*What this task involves:*
Your task is to work out how many lines in the data include the word "Стрелковой". Reply with the number alone.

━━━━━━━━

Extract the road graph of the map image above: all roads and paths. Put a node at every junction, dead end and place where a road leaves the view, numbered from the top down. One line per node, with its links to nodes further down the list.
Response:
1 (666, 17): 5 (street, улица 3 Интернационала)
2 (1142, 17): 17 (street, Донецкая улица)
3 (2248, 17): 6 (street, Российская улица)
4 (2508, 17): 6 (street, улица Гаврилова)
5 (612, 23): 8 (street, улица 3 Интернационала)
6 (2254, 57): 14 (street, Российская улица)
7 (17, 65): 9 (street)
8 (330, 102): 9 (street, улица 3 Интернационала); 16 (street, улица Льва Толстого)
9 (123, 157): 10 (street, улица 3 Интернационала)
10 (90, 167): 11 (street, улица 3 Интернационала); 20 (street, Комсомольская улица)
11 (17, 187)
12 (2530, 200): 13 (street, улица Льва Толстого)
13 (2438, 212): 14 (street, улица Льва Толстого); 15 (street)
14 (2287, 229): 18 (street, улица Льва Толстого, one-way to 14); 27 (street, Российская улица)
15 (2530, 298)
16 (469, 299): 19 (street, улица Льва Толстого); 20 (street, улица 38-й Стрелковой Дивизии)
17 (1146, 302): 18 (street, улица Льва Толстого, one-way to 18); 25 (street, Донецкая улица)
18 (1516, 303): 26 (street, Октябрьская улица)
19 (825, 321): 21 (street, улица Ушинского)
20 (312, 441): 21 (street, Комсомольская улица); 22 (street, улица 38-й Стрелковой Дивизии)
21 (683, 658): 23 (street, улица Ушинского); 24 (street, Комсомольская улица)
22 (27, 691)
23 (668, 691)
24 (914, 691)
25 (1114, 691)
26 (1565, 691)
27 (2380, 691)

━━━━━━━━

*Solution to this problem:*
2